(Stored data entries)

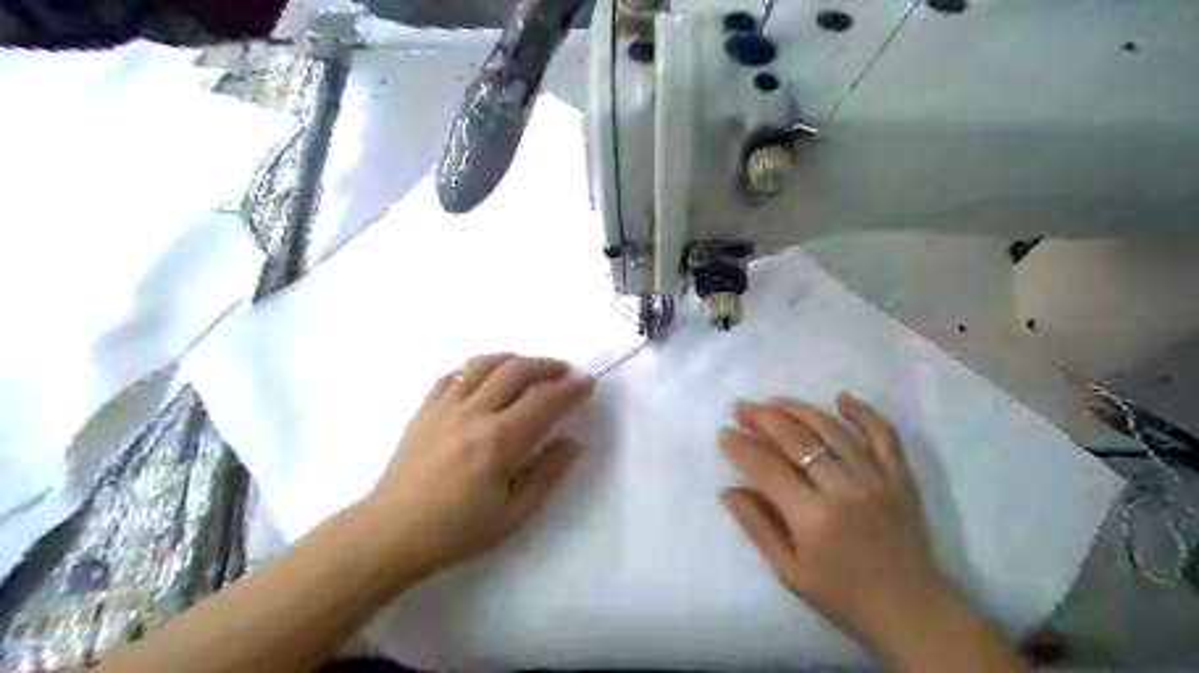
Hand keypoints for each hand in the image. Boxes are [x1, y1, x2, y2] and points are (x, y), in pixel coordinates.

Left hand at [358, 354, 597, 584]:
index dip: (571, 388)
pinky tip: (487, 377)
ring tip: (531, 369)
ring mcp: (444, 406)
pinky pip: (454, 373)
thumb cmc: (456, 531)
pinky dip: (478, 367)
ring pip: (485, 363)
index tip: (588, 382)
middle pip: (517, 370)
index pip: (544, 400)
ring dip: (515, 359)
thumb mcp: (513, 515)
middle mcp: (473, 413)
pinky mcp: (424, 408)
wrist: (389, 534)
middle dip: (548, 366)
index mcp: (498, 442)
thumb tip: (575, 442)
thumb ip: (548, 473)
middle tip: (565, 372)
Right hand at [715, 394, 960, 645]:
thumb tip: (727, 490)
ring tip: (772, 400)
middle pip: (796, 440)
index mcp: (813, 518)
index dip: (741, 447)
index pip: (767, 468)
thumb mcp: (789, 571)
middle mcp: (844, 489)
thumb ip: (757, 527)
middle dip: (761, 419)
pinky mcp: (900, 477)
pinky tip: (840, 397)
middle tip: (739, 407)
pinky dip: (863, 412)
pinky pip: (884, 435)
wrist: (912, 611)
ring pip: (832, 430)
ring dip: (798, 409)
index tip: (723, 434)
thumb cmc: (843, 596)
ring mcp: (876, 479)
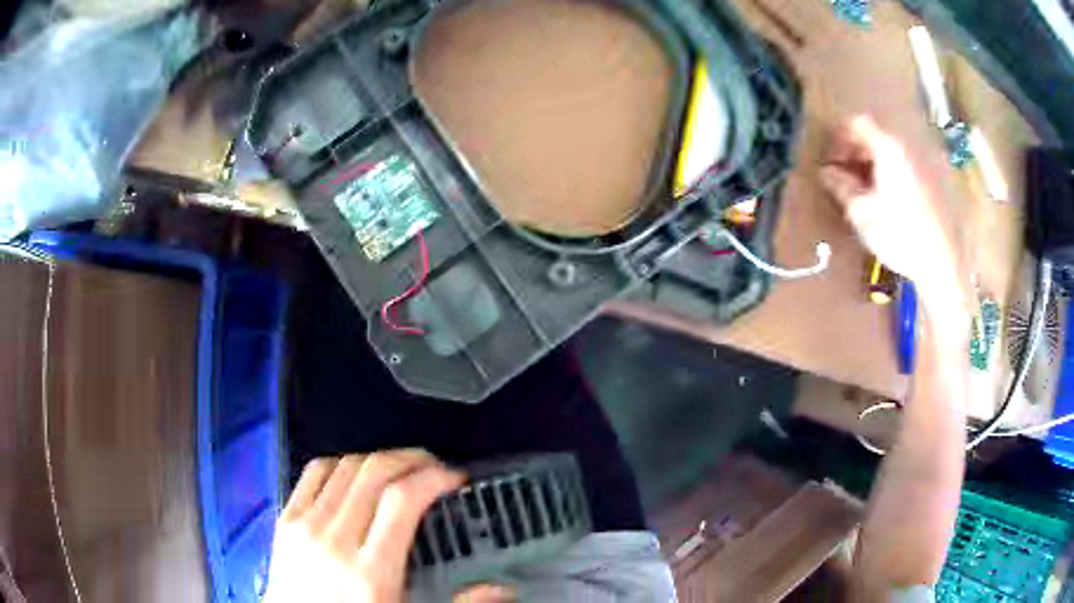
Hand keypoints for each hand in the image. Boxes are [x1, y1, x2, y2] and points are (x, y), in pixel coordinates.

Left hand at [264, 451, 464, 602]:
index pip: (402, 500)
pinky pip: (313, 472)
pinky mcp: (286, 519)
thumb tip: (500, 590)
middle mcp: (334, 541)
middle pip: (375, 473)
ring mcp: (305, 526)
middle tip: (432, 466)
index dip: (433, 477)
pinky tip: (355, 473)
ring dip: (378, 458)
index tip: (453, 477)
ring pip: (346, 466)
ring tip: (399, 469)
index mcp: (370, 572)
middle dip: (411, 458)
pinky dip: (341, 463)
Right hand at [819, 116, 965, 309]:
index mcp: (888, 147)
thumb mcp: (862, 213)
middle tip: (845, 179)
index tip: (831, 163)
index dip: (839, 139)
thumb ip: (841, 186)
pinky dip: (892, 175)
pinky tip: (888, 201)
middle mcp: (907, 146)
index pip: (856, 124)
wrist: (941, 263)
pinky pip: (906, 167)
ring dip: (874, 165)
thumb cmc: (899, 235)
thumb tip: (826, 172)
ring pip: (891, 152)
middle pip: (875, 136)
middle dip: (856, 153)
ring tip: (866, 193)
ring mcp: (924, 163)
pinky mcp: (935, 182)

▶ **Task objective**: Lines to set down from above: the line with "ring mcp: (444, 406)", the line with "index dip: (741, 447)", and every line between, each exactly as written.

▶ **Output**:
ring mcp: (444, 406)
pinky pip: (454, 373)
thumb cmc: (456, 531)
pinky dip: (478, 367)
ring pip: (485, 363)
index tip: (588, 382)
middle pip: (517, 370)
index pip: (544, 400)
ring dip: (515, 359)
thumb mcp: (513, 515)
middle mcp: (473, 413)
pinky mcp: (424, 408)
wrist: (389, 534)
middle dip: (548, 366)
index mcp: (498, 442)
thumb tip: (575, 442)
thumb ip: (548, 473)
middle tip: (565, 372)
Right hand at [715, 394, 960, 645]:
thumb tip: (727, 490)
ring tip: (772, 400)
middle pip: (796, 440)
index mcp: (813, 518)
index dip: (741, 447)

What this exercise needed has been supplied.